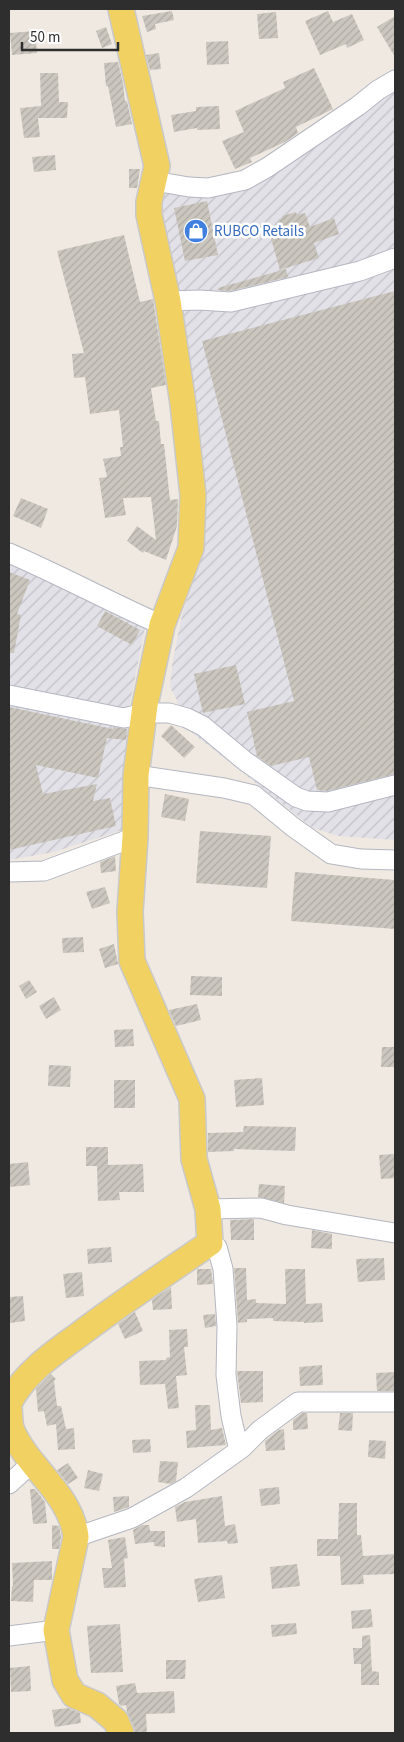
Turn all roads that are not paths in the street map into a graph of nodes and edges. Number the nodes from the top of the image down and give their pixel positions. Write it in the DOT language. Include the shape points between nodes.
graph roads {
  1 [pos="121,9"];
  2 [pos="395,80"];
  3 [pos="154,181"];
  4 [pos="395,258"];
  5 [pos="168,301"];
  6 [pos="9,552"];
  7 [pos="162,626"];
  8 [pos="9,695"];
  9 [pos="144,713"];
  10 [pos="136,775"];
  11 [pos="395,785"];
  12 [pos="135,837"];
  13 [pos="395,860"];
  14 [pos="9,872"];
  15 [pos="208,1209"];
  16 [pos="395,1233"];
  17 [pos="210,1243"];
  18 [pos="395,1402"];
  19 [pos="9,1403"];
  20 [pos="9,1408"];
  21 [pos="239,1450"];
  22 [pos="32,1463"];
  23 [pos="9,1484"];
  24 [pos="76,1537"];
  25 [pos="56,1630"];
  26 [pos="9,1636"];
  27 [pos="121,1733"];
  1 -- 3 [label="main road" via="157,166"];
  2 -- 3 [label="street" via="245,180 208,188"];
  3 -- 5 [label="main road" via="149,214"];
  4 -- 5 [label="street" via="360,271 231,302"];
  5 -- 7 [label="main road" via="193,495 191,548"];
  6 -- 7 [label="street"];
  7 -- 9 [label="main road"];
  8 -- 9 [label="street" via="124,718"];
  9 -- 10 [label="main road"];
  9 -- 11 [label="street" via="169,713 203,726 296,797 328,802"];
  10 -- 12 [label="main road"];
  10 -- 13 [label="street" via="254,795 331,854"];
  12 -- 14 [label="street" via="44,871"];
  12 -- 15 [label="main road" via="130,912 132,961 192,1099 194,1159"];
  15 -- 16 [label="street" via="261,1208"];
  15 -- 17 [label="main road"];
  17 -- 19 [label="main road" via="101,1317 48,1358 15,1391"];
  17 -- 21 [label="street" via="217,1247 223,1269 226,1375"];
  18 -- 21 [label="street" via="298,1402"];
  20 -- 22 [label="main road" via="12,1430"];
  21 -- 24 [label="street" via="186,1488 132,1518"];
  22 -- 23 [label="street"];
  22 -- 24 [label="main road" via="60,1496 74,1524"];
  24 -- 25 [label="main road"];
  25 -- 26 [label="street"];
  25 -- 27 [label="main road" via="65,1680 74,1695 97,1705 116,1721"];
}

━━━━━━━━━━

WHAT YOU HAVE TO DO:
Your task is to copy the entries in full and exactly, without any images.

ANSWER BELOW:
Turn all roads that are not paths in the street map into a graph of nodes and edges. Number the nodes from the top of the image down and give their pixel positions. Write it in the DOT language. Include the shape points between nodes.
graph roads {
  1 [pos="121,9"];
  2 [pos="395,80"];
  3 [pos="154,181"];
  4 [pos="395,258"];
  5 [pos="168,301"];
  6 [pos="9,552"];
  7 [pos="162,626"];
  8 [pos="9,695"];
  9 [pos="144,713"];
  10 [pos="136,775"];
  11 [pos="395,785"];
  12 [pos="135,837"];
  13 [pos="395,860"];
  14 [pos="9,872"];
  15 [pos="208,1209"];
  16 [pos="395,1233"];
  17 [pos="210,1243"];
  18 [pos="395,1402"];
  19 [pos="9,1403"];
  20 [pos="9,1408"];
  21 [pos="239,1450"];
  22 [pos="32,1463"];
  23 [pos="9,1484"];
  24 [pos="76,1537"];
  25 [pos="56,1630"];
  26 [pos="9,1636"];
  27 [pos="121,1733"];
  1 -- 3 [label="main road" via="157,166"];
  2 -- 3 [label="street" via="245,180 208,188"];
  3 -- 5 [label="main road" via="149,214"];
  4 -- 5 [label="street" via="360,271 231,302"];
  5 -- 7 [label="main road" via="193,495 191,548"];
  6 -- 7 [label="street"];
  7 -- 9 [label="main road"];
  8 -- 9 [label="street" via="124,718"];
  9 -- 10 [label="main road"];
  9 -- 11 [label="street" via="169,713 203,726 296,797 328,802"];
  10 -- 12 [label="main road"];
  10 -- 13 [label="street" via="254,795 331,854"];
  12 -- 14 [label="street" via="44,871"];
  12 -- 15 [label="main road" via="130,912 132,961 192,1099 194,1159"];
  15 -- 16 [label="street" via="261,1208"];
  15 -- 17 [label="main road"];
  17 -- 19 [label="main road" via="101,1317 48,1358 15,1391"];
  17 -- 21 [label="street" via="217,1247 223,1269 226,1375"];
  18 -- 21 [label="street" via="298,1402"];
  20 -- 22 [label="main road" via="12,1430"];
  21 -- 24 [label="street" via="186,1488 132,1518"];
  22 -- 23 [label="street"];
  22 -- 24 [label="main road" via="60,1496 74,1524"];
  24 -- 25 [label="main road"];
  25 -- 26 [label="street"];
  25 -- 27 [label="main road" via="65,1680 74,1695 97,1705 116,1721"];
}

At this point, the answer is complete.